Kesesuaian antara ijab dan kabul adalah krusial. Jika wali mengucapkan 'saya nikahkan' dan mempelai pria menjawab 'saya terima' dengan menyebutkan nama yang berbeda, maka akadnya bisa batal atau diragukan keabsahannya. Kesederhanaan dan kejelasan adalah kunci sukses terlaksananya ijab nikah yang benar.
Meskipun substansi ijab nikah—yaitu dialog penawaran dan penerimaan—tetap konstan selama berabad-abad, pelaksanaannya seringkali disesuaikan dengan konteks zaman. Di banyak negara, prosesi ini dilaksanakan di hadapan petugas pencatat nikah dari kantor urusan agama (KUA) atau lembaga berwenang lainnya, selain tetap dihadiri oleh wali dan saksi.

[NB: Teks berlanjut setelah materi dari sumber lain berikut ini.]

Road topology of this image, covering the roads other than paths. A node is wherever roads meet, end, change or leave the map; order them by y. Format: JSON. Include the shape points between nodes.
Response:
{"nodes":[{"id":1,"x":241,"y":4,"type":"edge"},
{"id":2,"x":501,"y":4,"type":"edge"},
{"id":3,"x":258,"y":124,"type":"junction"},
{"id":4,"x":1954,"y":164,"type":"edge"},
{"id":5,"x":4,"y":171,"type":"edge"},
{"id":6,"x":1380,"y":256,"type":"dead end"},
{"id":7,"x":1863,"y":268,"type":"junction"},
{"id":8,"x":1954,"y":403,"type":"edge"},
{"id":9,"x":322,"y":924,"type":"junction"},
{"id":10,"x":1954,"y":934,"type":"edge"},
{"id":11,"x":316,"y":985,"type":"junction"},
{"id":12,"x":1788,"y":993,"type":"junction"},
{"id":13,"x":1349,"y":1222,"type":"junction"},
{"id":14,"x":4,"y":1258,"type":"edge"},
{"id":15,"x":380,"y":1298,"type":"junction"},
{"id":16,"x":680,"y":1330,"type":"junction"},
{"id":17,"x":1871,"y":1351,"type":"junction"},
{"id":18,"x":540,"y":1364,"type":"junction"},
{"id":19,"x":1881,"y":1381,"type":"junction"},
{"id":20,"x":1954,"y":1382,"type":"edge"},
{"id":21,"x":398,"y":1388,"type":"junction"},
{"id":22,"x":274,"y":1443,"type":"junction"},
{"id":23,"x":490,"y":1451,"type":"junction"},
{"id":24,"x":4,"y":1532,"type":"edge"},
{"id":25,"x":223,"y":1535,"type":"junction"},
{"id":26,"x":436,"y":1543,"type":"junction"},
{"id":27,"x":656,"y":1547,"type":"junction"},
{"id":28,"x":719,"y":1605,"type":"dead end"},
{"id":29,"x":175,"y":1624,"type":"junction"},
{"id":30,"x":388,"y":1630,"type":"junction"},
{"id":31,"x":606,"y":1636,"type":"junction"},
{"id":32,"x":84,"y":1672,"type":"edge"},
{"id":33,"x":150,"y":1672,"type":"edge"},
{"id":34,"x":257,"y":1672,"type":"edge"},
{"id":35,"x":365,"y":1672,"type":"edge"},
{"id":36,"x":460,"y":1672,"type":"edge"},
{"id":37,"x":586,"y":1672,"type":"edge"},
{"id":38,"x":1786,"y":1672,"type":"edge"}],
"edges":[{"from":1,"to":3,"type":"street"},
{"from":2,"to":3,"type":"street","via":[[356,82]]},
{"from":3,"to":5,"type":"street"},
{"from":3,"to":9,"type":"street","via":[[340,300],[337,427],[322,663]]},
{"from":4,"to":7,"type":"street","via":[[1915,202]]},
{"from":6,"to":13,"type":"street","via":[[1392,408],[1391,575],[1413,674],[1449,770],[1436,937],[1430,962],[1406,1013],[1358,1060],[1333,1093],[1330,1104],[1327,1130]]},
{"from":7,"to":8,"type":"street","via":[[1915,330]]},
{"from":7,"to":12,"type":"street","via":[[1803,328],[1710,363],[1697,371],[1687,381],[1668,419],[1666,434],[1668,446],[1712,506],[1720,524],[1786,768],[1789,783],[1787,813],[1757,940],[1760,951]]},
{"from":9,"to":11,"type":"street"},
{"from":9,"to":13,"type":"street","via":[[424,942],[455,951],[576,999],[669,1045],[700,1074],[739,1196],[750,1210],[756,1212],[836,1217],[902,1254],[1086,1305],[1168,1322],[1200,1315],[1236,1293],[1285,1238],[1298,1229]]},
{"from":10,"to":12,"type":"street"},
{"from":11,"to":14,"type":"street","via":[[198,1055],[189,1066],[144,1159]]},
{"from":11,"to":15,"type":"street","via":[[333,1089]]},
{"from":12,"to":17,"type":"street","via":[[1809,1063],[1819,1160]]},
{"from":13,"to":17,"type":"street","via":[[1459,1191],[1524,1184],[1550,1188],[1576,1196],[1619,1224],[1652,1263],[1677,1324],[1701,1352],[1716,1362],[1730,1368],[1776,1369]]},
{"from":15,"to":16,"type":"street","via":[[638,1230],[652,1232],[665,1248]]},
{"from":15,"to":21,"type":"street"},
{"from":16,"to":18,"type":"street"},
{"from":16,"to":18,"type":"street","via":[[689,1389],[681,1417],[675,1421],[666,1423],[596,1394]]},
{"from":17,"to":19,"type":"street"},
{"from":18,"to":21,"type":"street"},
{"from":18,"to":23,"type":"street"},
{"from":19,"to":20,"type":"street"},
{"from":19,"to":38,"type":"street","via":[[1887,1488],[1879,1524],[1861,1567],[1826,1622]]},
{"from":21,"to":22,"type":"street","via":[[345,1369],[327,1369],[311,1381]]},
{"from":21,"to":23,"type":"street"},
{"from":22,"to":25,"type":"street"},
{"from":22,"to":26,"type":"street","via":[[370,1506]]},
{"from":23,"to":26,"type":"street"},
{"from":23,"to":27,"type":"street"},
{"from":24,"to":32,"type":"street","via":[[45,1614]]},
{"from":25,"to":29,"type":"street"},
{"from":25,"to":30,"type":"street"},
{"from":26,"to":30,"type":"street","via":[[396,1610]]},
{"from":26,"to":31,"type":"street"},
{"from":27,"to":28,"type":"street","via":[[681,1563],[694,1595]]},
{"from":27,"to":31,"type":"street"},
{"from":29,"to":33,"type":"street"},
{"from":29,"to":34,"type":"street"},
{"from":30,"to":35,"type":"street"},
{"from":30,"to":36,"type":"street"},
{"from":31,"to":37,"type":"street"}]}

Tujuan kehadiran petugas ini adalah untuk administrasi legalitas negara, memastikan bahwa pernikahan tersebut tercatat dan diakui secara hukum formal, di samping sahnya secara syariat. Namun, inti dari ikatan pernikahan tetap terletak pada pertukaran janji suci antara wali dan mempelai pria saat ijab nikah dilangsungkan.
Hal lain yang sering diperhatikan adalah penggunaan bahasa. Meskipun idealnya menggunakan bahasa Arab (sesuai dengan teks standar warisan), mayoritas ulama membolehkan penggunaan bahasa lokal atau bahasa Indonesia yang dipahami oleh semua pihak, asalkan maknanya tetap mencakup unsur penyerahan (ijab) dan penerimaan (kabul) tanpa ada keraguan sedikit pun. Kejelasan makna lebih diutamakan daripada keharusan mengucapkan lafal dalam bahasa Arab tertentu.
Lebih dari sekadar formalitas hukum, ijab nikah membawa bobot spiritual yang sangat besar. Momen tersebut menandai transisi status sosial seseorang dari lajang menjadi pasangan suami istri yang sah. Ini adalah deklarasi publik atas komitmen seumur hidup. Dengan mengucapkan kabul, mempelai pria secara resmi memikul tanggung jawab penuh atas istri dan keluarganya kelak.
Proses yang khidmat ini berfungsi sebagai pengingat akan beratnya janji yang diucapkan. Ketika janji ini diucapkan di hadapan Tuhan dan para saksi, otomatis muncul rasa tanggung jawab moral yang tinggi untuk menjaga keutuhan janji tersebut. Oleh karena itu, persiapan mental dan pemahaman mendalam tentang konsekuensi dari ijab nikah sangat dianjurkan bagi calon pengantin dan wali.
Kesimpulannya, ijab nikah adalah inti dari akad pernikahan Islam. Ia adalah momen penentu yang harus dilakukan dengan penuh kesadaran, keikhlasan, dan memenuhi semua rukun yang ditetapkan syariat agar ikatan yang terjalin menjadi berkah dan diridai.